AJR  Drop Cap
From AJR,   December 1996

An Online Source of Journalism Sources   

By Leah Kohlenberg
Leah Kohlenberg is a Hong Kong-based freelancer.     


Bas den Hond, an Amsterdam-based journalist, was working on a story in April about fires that had erupted near Chernobyl almost 10 years to the day after that city's infamous nuclear disaster. He desper- ately needed an expert opinion on how much radioactive dust and soot would soon be polluting the air.

Thousands of miles away was just the person den Hond wanted to talk to: Chris Hohenemser, a physics professor at Worcester, Massachusetts' Clark University, who had measured the nuclear fallout following the Chernobyl meltdown a decade earlier.

Ten years ago it would have been highly unlikely that these two men would ever find one another. Perhaps several hours of expensive long-distance phone calls might have eventually put den Hond in contact with Hohenemser, but such journalistic legwork could just as easily have ended in nothing but frustration.

But fortunately for den Hond, this time he had access to ProfNet, a computer network of universities, public relations firms and think tanks around the globe. It took den Hond only about one minute to e-mail his request for a source to Prof-Net, and that same day he interviewed Hohenemser.

"I was able to get them together as a result of the query, and a front page story ran the next day in Amsterdam," says Tim Boulay, assistant director of media relations at Clark. Den Hond notes that the story scooped the rest of the country.

Connections such as this are exactly what Dan Forbush, founder of ProfNet (profnet@vyne.com), had in mind when he created the service four years ago. Making what were once labor- intensive pairings between writers and experts easy, efficient and accessible is ProfNet's main goal.

"ProfNet has a unique niche as a collaborative oriented toward helping journalists locate expert sources," says Forbush via e-mail, which is how ProfNet handles the bulk of its communications.

The idea is simple: Professional writers who need expert advice, no matter how arcane, send in a one-paragraph request by e-mail, fax or phone. The requests are then forwarded three times each day, via the Internet, to public information officers representing scores of universities, PR firms, government agencies and think tanks. Appropriate responses are sent directly back to the writers.

An additional bonus for writers and researchers is that ProfNet is free for anyone requesting information. Institutions that want to be included on the mailing list pay between $195 and $1,995 per year to receive requests, depending on their size, but most say it is money well-spent given that the list generates far more publicity than cold-calling reporters or faxing unsolicited press releases.

ProfNet was born in December 1992, when Forbush was head of the public relations department at the State University of New York at Stony Brook. At the time, the Internet had just started to become widely accessible, and Forbush enlisted fellow academics who had endured the same public relations frustrations he had to be part of his proposed service. By December he had put together a start-up distribution list of 200 contacts.

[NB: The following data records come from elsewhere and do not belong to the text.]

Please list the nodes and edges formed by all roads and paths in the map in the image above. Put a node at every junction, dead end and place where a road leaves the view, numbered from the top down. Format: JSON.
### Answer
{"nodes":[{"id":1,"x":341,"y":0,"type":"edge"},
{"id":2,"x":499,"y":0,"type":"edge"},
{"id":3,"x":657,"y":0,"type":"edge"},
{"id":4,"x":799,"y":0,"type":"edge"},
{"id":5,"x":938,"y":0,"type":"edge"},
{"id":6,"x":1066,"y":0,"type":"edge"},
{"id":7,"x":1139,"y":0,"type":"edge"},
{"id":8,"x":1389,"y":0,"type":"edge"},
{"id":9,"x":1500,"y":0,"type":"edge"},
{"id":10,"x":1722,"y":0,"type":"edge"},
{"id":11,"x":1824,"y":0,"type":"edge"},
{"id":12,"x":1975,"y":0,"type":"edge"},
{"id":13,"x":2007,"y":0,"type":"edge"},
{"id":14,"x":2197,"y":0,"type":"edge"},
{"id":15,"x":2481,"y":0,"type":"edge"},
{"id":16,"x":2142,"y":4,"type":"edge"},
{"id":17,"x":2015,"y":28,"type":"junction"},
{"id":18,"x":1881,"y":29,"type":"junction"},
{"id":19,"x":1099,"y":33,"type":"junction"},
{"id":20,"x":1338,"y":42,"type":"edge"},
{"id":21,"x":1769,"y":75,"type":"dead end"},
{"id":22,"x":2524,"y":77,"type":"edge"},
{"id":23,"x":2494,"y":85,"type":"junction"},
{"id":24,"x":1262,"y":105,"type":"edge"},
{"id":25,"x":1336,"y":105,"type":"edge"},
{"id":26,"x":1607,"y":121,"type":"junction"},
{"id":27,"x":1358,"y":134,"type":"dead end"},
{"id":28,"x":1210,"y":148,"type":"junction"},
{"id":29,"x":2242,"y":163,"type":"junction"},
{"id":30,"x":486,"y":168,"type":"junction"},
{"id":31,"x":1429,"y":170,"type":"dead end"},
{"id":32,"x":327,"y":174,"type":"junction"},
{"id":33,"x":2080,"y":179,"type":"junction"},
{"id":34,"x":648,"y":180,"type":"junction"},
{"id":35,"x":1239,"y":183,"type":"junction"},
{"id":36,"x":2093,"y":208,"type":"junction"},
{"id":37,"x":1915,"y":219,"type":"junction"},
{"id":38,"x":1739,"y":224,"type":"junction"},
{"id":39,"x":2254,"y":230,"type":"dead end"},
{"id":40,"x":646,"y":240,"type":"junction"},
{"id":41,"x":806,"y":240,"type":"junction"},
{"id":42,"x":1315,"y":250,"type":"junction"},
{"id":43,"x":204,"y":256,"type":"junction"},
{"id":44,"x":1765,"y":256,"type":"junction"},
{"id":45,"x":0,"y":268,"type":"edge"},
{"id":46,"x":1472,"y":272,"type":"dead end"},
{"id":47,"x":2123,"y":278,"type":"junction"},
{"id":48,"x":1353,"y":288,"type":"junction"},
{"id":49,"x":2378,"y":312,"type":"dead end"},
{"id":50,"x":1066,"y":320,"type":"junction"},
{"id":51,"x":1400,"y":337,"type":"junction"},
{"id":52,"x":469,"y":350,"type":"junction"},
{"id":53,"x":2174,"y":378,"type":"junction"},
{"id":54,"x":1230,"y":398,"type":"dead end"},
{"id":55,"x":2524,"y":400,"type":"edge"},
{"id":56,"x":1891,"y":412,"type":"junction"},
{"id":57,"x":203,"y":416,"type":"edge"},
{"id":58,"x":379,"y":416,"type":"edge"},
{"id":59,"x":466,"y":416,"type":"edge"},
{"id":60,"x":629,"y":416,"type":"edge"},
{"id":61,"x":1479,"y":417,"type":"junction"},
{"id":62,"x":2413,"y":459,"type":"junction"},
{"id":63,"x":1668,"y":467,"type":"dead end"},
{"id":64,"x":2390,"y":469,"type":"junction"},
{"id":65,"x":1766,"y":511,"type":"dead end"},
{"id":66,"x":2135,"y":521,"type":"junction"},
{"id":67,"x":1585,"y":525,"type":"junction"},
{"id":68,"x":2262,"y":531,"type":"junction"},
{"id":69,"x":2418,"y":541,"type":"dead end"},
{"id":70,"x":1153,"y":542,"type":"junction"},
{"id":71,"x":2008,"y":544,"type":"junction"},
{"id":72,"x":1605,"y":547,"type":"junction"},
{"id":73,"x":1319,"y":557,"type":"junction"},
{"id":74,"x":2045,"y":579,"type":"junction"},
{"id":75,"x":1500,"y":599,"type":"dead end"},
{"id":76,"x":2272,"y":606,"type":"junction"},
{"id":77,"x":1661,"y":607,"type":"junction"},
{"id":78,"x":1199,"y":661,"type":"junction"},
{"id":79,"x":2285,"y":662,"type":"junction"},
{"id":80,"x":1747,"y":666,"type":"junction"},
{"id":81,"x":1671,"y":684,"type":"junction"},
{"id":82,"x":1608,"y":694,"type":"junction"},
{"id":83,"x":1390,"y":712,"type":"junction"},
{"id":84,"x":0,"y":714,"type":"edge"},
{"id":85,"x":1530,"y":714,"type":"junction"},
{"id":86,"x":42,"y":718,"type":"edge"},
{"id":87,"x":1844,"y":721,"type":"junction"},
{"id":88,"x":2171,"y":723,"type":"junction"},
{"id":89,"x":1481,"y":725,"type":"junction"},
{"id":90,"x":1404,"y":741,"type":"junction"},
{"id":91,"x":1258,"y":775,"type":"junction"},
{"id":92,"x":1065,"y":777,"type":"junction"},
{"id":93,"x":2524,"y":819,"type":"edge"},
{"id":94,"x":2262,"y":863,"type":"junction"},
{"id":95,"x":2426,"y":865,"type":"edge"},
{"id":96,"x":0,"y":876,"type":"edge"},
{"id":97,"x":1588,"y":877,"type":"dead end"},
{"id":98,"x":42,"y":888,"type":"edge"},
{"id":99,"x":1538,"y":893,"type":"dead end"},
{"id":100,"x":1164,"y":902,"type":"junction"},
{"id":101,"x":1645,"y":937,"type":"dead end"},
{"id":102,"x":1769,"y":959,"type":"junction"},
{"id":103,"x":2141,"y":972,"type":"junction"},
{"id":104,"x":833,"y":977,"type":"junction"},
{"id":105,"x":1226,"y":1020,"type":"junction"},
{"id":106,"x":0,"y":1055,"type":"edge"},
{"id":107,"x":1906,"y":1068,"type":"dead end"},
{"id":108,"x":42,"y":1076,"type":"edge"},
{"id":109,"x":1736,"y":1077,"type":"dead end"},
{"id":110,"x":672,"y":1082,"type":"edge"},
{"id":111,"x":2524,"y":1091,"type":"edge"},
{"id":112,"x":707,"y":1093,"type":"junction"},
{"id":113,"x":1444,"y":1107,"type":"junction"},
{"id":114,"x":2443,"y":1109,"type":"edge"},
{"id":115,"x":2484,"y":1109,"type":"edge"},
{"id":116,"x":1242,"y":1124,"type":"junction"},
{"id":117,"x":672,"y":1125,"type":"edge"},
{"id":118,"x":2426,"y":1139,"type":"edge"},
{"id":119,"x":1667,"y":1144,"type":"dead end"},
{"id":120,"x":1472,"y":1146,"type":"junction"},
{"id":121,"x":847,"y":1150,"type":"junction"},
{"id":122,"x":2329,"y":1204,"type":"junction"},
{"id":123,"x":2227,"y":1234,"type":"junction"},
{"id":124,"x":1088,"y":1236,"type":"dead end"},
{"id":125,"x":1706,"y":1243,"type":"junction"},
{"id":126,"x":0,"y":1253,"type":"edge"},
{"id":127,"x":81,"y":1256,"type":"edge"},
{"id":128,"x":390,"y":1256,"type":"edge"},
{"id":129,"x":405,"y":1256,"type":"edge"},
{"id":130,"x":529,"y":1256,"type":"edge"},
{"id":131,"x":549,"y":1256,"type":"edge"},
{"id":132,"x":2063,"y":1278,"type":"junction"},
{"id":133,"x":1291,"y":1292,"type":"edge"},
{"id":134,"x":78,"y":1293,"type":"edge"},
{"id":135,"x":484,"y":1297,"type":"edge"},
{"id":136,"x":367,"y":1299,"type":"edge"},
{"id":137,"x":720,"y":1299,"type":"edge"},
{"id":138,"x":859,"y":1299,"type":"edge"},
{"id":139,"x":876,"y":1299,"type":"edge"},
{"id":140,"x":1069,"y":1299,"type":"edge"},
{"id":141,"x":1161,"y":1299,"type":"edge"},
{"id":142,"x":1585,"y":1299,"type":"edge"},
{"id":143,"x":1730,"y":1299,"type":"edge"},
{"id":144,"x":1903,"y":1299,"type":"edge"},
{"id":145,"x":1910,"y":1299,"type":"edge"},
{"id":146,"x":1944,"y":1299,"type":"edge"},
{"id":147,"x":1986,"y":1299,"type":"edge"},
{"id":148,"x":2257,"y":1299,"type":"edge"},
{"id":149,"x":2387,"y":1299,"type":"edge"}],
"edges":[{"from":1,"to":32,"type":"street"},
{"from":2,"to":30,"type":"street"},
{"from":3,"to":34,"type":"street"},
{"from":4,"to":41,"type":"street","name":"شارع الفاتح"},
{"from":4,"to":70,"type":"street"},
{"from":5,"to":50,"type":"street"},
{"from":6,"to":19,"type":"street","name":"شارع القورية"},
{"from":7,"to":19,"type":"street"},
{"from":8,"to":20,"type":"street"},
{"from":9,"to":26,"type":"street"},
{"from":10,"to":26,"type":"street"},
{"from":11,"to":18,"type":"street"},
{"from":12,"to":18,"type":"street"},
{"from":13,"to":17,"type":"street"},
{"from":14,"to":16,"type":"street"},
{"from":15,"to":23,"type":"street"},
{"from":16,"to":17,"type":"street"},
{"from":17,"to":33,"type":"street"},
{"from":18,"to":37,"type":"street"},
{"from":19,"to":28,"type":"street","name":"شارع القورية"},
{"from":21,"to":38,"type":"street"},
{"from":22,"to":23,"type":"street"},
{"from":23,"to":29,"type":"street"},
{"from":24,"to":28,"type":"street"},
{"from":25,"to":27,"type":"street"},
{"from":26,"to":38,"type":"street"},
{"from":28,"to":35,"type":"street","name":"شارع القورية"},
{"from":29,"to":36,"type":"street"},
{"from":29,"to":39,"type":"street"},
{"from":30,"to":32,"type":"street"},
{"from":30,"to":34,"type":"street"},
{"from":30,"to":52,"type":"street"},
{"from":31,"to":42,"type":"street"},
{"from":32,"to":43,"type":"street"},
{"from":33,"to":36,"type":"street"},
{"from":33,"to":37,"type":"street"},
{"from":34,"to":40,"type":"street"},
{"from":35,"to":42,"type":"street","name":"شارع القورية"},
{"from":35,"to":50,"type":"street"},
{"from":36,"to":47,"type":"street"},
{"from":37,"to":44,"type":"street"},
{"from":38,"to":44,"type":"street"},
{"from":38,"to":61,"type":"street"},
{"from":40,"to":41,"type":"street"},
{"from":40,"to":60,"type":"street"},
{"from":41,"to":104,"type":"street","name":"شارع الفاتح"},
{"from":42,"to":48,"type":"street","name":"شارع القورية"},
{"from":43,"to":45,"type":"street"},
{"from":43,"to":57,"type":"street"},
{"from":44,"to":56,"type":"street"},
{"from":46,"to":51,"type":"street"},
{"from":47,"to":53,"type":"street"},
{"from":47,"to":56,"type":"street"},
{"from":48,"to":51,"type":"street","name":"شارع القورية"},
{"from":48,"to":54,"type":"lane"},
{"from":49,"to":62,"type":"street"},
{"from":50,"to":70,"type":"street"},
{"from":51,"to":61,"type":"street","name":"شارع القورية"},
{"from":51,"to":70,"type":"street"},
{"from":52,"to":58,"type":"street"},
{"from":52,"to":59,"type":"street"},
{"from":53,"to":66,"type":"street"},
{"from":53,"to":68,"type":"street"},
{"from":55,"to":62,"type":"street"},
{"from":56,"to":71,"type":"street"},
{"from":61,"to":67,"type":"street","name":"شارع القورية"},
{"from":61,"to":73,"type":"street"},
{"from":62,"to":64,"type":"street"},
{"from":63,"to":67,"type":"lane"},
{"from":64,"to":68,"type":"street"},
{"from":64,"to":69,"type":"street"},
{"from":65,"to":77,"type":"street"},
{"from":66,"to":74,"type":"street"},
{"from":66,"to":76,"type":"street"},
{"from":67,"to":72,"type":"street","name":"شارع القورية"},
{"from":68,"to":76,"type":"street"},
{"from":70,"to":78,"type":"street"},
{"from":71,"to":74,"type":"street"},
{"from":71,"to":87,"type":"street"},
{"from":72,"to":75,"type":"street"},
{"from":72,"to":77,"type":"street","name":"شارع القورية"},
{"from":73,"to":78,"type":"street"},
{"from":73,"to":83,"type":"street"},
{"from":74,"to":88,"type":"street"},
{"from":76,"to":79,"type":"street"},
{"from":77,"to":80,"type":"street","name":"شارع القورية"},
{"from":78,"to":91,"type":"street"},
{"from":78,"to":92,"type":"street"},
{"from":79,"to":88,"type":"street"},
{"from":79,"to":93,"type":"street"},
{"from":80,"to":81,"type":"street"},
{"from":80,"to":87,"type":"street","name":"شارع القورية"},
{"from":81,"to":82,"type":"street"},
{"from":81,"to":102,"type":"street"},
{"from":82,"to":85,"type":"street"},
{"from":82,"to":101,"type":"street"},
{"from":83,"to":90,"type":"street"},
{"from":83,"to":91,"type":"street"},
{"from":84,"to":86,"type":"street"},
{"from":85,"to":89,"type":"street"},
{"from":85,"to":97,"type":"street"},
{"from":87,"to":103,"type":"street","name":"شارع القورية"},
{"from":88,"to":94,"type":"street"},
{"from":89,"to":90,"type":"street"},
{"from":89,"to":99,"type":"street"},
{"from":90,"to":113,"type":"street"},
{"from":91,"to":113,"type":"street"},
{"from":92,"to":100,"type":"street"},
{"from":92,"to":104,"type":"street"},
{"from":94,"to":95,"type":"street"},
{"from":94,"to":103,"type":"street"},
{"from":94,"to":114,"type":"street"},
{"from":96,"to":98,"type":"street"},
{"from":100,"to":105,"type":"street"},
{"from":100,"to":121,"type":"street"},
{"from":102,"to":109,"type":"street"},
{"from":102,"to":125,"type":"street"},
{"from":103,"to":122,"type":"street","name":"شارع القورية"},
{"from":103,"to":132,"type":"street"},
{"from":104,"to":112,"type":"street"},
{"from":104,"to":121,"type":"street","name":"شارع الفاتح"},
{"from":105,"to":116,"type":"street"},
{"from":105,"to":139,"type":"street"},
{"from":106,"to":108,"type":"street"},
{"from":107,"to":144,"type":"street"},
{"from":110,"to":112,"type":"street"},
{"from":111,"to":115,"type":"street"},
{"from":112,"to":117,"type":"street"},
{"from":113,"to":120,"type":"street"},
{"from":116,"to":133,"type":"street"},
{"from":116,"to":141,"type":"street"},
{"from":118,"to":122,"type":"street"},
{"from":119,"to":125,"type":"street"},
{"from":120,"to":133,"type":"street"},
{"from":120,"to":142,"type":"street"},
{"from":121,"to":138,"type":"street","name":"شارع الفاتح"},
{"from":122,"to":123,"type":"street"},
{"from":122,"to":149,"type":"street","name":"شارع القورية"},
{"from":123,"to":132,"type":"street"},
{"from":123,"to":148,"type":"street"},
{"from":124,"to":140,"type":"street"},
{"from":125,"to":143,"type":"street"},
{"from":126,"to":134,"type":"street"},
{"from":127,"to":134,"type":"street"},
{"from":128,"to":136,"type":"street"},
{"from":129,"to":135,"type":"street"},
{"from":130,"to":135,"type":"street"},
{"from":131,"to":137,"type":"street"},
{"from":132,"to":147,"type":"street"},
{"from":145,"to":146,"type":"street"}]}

Since then, the distribution list has grown to 2,800 contacts at 1,350 institutions in 17 countries, most of them universities and colleges. ProfNet now handles between 50 to 70 information requests daily, Forbush says.

In its first two years, Forbush operated ProfNet as an extension of the Stony Brook PR office. But in 1994, a new administration took over the campus and Forbush was unable to convince his new boss of the service's value.

The university eventually terminated Forbush's employment, but sold him the rights to ProfNet's name and mailing list, and now Forbush runs the business full time out of his home with the help of his wife and five other employees around the country. In 1995 ProfNet generated about $200,000 in revenues, and Forbush expects that number to double this year.

Sally Ketchum, a Michigan-based former teacher who now freelances and writes children's books, is a serious ProfNet fan. She says the service has helped her numerous times, from finding people who could translate a philosophical concept into idiomatic Italian for a short story to locating expert test-readers for her novels.

She also credits ProfNet with helping to expand her world. Ketchum is deaf, making telephone interviews impossible, and she says that ProfNet has put her on equal footing with her colleagues.

Ketchum says ProfNet has put the hearing world in contact with her visually, ultimately improving her productivity. "Let's just say ProfNet enables me to do a far wider range of work," she says.